Would you output the entries below only from the line containing "Trace all roads" through the line containing "Turn every road, lane", exactly as they stand and with both ends included?

════════════════

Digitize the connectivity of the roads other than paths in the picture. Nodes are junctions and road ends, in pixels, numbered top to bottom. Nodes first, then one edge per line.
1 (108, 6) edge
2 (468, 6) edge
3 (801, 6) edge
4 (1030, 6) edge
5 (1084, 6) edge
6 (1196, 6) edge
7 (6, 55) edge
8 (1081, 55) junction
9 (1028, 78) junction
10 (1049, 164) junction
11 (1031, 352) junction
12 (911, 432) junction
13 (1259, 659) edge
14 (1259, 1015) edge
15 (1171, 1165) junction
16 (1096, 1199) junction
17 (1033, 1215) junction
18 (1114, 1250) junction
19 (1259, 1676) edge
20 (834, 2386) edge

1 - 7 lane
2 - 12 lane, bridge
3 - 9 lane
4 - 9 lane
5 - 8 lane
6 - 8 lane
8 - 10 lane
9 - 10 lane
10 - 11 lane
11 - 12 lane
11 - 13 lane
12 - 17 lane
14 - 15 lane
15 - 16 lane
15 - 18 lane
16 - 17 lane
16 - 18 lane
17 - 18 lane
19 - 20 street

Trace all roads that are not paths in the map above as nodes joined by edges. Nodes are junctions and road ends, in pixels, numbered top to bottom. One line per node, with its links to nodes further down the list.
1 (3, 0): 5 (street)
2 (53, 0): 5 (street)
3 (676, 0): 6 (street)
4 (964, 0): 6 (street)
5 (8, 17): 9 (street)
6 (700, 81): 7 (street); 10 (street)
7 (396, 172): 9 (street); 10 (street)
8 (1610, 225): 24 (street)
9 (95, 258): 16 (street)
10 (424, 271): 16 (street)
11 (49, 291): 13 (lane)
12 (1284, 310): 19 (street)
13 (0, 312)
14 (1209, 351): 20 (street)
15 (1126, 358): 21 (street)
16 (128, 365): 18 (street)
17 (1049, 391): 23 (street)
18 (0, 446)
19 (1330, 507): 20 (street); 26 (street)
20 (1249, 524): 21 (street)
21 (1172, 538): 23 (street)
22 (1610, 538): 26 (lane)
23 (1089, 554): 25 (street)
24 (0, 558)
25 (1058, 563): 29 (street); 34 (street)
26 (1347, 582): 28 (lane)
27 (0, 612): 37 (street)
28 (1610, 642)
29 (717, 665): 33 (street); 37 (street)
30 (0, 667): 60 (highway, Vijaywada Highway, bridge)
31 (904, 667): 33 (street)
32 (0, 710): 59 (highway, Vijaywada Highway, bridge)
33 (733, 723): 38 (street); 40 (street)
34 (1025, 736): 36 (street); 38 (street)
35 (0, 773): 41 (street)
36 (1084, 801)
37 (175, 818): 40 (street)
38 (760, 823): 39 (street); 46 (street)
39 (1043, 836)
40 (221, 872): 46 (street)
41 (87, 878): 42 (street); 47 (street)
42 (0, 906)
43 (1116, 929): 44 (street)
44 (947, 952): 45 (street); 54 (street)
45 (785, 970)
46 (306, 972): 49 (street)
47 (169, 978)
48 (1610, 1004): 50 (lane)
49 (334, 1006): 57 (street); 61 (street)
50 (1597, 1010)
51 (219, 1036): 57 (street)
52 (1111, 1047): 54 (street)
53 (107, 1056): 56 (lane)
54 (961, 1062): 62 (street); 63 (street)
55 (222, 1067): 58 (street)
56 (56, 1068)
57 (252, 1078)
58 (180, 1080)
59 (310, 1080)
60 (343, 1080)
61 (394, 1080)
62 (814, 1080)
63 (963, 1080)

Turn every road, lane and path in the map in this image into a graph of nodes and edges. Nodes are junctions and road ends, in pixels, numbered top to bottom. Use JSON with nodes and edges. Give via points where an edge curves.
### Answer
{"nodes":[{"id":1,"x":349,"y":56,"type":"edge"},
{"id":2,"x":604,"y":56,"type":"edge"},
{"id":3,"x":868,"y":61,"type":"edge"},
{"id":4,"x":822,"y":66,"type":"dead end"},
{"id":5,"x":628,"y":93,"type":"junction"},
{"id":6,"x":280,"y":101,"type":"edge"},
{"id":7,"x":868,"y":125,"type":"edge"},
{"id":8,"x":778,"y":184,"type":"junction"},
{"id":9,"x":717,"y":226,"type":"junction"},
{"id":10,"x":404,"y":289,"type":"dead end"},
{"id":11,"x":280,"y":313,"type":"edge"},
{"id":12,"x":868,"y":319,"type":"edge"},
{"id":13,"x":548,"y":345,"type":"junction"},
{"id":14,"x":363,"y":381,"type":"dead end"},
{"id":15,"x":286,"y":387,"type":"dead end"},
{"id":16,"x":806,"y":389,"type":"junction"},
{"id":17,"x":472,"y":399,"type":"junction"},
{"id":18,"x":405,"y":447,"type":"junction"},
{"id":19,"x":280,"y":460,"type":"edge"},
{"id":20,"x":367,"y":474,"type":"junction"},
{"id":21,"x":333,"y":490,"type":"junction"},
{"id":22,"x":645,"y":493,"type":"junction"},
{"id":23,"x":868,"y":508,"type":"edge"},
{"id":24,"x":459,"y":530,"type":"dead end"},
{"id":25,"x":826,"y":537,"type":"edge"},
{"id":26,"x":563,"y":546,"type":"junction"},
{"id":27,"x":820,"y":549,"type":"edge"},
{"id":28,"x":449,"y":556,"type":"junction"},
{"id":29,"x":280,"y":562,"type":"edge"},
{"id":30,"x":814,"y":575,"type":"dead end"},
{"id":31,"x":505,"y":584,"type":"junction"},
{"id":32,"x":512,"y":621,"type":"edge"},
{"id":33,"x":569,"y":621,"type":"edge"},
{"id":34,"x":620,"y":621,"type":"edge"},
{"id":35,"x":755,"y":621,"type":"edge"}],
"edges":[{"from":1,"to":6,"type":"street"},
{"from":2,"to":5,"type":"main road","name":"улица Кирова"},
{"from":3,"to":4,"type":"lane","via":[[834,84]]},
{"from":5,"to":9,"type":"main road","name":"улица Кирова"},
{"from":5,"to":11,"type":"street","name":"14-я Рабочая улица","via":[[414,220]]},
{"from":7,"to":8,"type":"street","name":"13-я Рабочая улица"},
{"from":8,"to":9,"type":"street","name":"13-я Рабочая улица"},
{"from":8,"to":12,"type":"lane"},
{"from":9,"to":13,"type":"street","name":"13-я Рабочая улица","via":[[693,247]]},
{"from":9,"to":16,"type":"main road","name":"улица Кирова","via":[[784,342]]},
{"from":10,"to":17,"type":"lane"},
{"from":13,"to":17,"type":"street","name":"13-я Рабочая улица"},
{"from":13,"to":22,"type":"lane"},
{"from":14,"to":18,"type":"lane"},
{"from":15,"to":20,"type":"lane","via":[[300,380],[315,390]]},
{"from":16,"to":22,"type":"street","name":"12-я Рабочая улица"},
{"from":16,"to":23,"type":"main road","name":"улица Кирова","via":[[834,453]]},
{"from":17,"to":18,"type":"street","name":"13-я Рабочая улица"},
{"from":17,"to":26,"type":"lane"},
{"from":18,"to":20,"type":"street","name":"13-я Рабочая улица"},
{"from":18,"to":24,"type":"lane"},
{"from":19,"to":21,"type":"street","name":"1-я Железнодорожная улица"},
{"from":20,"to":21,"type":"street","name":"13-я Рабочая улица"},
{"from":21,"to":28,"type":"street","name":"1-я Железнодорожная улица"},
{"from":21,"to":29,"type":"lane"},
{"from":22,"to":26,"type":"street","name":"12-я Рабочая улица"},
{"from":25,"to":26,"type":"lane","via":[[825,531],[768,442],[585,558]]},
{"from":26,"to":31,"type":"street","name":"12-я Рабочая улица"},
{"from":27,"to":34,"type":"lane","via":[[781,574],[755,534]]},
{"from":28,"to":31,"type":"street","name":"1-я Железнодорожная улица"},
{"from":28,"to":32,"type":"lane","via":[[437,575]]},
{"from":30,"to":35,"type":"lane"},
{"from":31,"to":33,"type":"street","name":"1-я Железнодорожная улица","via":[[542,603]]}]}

════════════════

### Response to this exercise
Trace all roads that are not paths in the map above as nodes joined by edges. Nodes are junctions and road ends, in pixels, numbered top to bottom. One line per node, with its links to nodes further down the list.
1 (3, 0): 5 (street)
2 (53, 0): 5 (street)
3 (676, 0): 6 (street)
4 (964, 0): 6 (street)
5 (8, 17): 9 (street)
6 (700, 81): 7 (street); 10 (street)
7 (396, 172): 9 (street); 10 (street)
8 (1610, 225): 24 (street)
9 (95, 258): 16 (street)
10 (424, 271): 16 (street)
11 (49, 291): 13 (lane)
12 (1284, 310): 19 (street)
13 (0, 312)
14 (1209, 351): 20 (street)
15 (1126, 358): 21 (street)
16 (128, 365): 18 (street)
17 (1049, 391): 23 (street)
18 (0, 446)
19 (1330, 507): 20 (street); 26 (street)
20 (1249, 524): 21 (street)
21 (1172, 538): 23 (street)
22 (1610, 538): 26 (lane)
23 (1089, 554): 25 (street)
24 (0, 558)
25 (1058, 563): 29 (street); 34 (street)
26 (1347, 582): 28 (lane)
27 (0, 612): 37 (street)
28 (1610, 642)
29 (717, 665): 33 (street); 37 (street)
30 (0, 667): 60 (highway, Vijaywada Highway, bridge)
31 (904, 667): 33 (street)
32 (0, 710): 59 (highway, Vijaywada Highway, bridge)
33 (733, 723): 38 (street); 40 (street)
34 (1025, 736): 36 (street); 38 (street)
35 (0, 773): 41 (street)
36 (1084, 801)
37 (175, 818): 40 (street)
38 (760, 823): 39 (street); 46 (street)
39 (1043, 836)
40 (221, 872): 46 (street)
41 (87, 878): 42 (street); 47 (street)
42 (0, 906)
43 (1116, 929): 44 (street)
44 (947, 952): 45 (street); 54 (street)
45 (785, 970)
46 (306, 972): 49 (street)
47 (169, 978)
48 (1610, 1004): 50 (lane)
49 (334, 1006): 57 (street); 61 (street)
50 (1597, 1010)
51 (219, 1036): 57 (street)
52 (1111, 1047): 54 (street)
53 (107, 1056): 56 (lane)
54 (961, 1062): 62 (street); 63 (street)
55 (222, 1067): 58 (street)
56 (56, 1068)
57 (252, 1078)
58 (180, 1080)
59 (310, 1080)
60 (343, 1080)
61 (394, 1080)
62 (814, 1080)
63 (963, 1080)

Turn every road, lane and path in the map in this image into a graph of nodes and edges. Nodes are junctions and road ends, in pixels, numbered top to bottom. Use JSON with nodes and edges. Give via points where an edge curves.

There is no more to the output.